* **Records to use**:
..........
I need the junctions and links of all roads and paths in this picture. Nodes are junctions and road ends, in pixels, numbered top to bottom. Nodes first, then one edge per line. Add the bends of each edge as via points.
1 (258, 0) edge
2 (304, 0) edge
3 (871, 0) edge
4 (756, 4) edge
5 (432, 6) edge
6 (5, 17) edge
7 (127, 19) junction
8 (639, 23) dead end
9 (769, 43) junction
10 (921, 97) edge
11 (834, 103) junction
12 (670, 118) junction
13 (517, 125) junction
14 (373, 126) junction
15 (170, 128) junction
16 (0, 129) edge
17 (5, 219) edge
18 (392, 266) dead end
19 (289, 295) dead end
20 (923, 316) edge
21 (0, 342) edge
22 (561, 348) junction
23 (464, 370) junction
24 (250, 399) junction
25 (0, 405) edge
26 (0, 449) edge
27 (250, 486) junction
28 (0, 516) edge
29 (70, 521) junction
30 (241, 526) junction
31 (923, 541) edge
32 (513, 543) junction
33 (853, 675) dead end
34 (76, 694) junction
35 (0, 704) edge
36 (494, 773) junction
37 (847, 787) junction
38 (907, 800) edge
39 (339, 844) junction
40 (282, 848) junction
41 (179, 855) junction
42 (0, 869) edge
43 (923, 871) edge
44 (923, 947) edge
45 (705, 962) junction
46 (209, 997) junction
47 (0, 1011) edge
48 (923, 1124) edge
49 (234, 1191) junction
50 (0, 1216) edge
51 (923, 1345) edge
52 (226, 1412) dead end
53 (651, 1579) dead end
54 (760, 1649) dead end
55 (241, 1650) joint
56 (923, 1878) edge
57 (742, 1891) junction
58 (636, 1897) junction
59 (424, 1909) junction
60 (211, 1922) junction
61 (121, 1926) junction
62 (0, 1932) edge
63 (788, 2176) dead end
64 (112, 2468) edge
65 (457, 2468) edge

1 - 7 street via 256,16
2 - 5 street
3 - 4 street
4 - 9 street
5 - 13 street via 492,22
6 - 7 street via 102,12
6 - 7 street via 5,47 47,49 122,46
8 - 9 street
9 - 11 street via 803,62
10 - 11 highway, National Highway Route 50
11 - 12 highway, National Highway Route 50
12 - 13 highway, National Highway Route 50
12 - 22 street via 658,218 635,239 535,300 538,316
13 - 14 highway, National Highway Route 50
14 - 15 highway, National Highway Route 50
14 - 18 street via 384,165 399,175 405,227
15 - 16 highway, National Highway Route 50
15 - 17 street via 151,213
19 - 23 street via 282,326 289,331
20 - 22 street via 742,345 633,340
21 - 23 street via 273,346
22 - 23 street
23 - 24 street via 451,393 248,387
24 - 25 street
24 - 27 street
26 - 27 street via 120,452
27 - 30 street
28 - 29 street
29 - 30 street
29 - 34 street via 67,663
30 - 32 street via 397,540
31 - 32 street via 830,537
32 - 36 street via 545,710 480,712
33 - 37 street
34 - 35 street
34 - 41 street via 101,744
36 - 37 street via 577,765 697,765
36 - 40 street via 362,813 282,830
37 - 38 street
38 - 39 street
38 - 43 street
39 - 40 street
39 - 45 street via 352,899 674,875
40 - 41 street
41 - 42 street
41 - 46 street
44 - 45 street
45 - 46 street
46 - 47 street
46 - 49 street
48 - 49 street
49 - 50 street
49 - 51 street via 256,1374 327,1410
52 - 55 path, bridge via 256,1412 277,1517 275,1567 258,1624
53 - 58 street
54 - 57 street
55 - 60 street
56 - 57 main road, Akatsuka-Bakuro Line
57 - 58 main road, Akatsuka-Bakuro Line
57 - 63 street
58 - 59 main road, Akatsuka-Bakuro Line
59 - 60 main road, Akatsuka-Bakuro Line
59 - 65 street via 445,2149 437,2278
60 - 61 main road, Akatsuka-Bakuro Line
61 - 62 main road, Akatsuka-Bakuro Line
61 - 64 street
..........
* **Work instruction**: Extract all of the data exactly as written.

* **Your solution**:
I need the junctions and links of all roads and paths in this picture. Nodes are junctions and road ends, in pixels, numbered top to bottom. Nodes first, then one edge per line. Add the bends of each edge as via points.
1 (258, 0) edge
2 (304, 0) edge
3 (871, 0) edge
4 (756, 4) edge
5 (432, 6) edge
6 (5, 17) edge
7 (127, 19) junction
8 (639, 23) dead end
9 (769, 43) junction
10 (921, 97) edge
11 (834, 103) junction
12 (670, 118) junction
13 (517, 125) junction
14 (373, 126) junction
15 (170, 128) junction
16 (0, 129) edge
17 (5, 219) edge
18 (392, 266) dead end
19 (289, 295) dead end
20 (923, 316) edge
21 (0, 342) edge
22 (561, 348) junction
23 (464, 370) junction
24 (250, 399) junction
25 (0, 405) edge
26 (0, 449) edge
27 (250, 486) junction
28 (0, 516) edge
29 (70, 521) junction
30 (241, 526) junction
31 (923, 541) edge
32 (513, 543) junction
33 (853, 675) dead end
34 (76, 694) junction
35 (0, 704) edge
36 (494, 773) junction
37 (847, 787) junction
38 (907, 800) edge
39 (339, 844) junction
40 (282, 848) junction
41 (179, 855) junction
42 (0, 869) edge
43 (923, 871) edge
44 (923, 947) edge
45 (705, 962) junction
46 (209, 997) junction
47 (0, 1011) edge
48 (923, 1124) edge
49 (234, 1191) junction
50 (0, 1216) edge
51 (923, 1345) edge
52 (226, 1412) dead end
53 (651, 1579) dead end
54 (760, 1649) dead end
55 (241, 1650) joint
56 (923, 1878) edge
57 (742, 1891) junction
58 (636, 1897) junction
59 (424, 1909) junction
60 (211, 1922) junction
61 (121, 1926) junction
62 (0, 1932) edge
63 (788, 2176) dead end
64 (112, 2468) edge
65 (457, 2468) edge

1 - 7 street via 256,16
2 - 5 street
3 - 4 street
4 - 9 street
5 - 13 street via 492,22
6 - 7 street via 102,12
6 - 7 street via 5,47 47,49 122,46
8 - 9 street
9 - 11 street via 803,62
10 - 11 highway, National Highway Route 50
11 - 12 highway, National Highway Route 50
12 - 13 highway, National Highway Route 50
12 - 22 street via 658,218 635,239 535,300 538,316
13 - 14 highway, National Highway Route 50
14 - 15 highway, National Highway Route 50
14 - 18 street via 384,165 399,175 405,227
15 - 16 highway, National Highway Route 50
15 - 17 street via 151,213
19 - 23 street via 282,326 289,331
20 - 22 street via 742,345 633,340
21 - 23 street via 273,346
22 - 23 street
23 - 24 street via 451,393 248,387
24 - 25 street
24 - 27 street
26 - 27 street via 120,452
27 - 30 street
28 - 29 street
29 - 30 street
29 - 34 street via 67,663
30 - 32 street via 397,540
31 - 32 street via 830,537
32 - 36 street via 545,710 480,712
33 - 37 street
34 - 35 street
34 - 41 street via 101,744
36 - 37 street via 577,765 697,765
36 - 40 street via 362,813 282,830
37 - 38 street
38 - 39 street
38 - 43 street
39 - 40 street
39 - 45 street via 352,899 674,875
40 - 41 street
41 - 42 street
41 - 46 street
44 - 45 street
45 - 46 street
46 - 47 street
46 - 49 street
48 - 49 street
49 - 50 street
49 - 51 street via 256,1374 327,1410
52 - 55 path, bridge via 256,1412 277,1517 275,1567 258,1624
53 - 58 street
54 - 57 street
55 - 60 street
56 - 57 main road, Akatsuka-Bakuro Line
57 - 58 main road, Akatsuka-Bakuro Line
57 - 63 street
58 - 59 main road, Akatsuka-Bakuro Line
59 - 60 main road, Akatsuka-Bakuro Line
59 - 65 street via 445,2149 437,2278
60 - 61 main road, Akatsuka-Bakuro Line
61 - 62 main road, Akatsuka-Bakuro Line
61 - 64 street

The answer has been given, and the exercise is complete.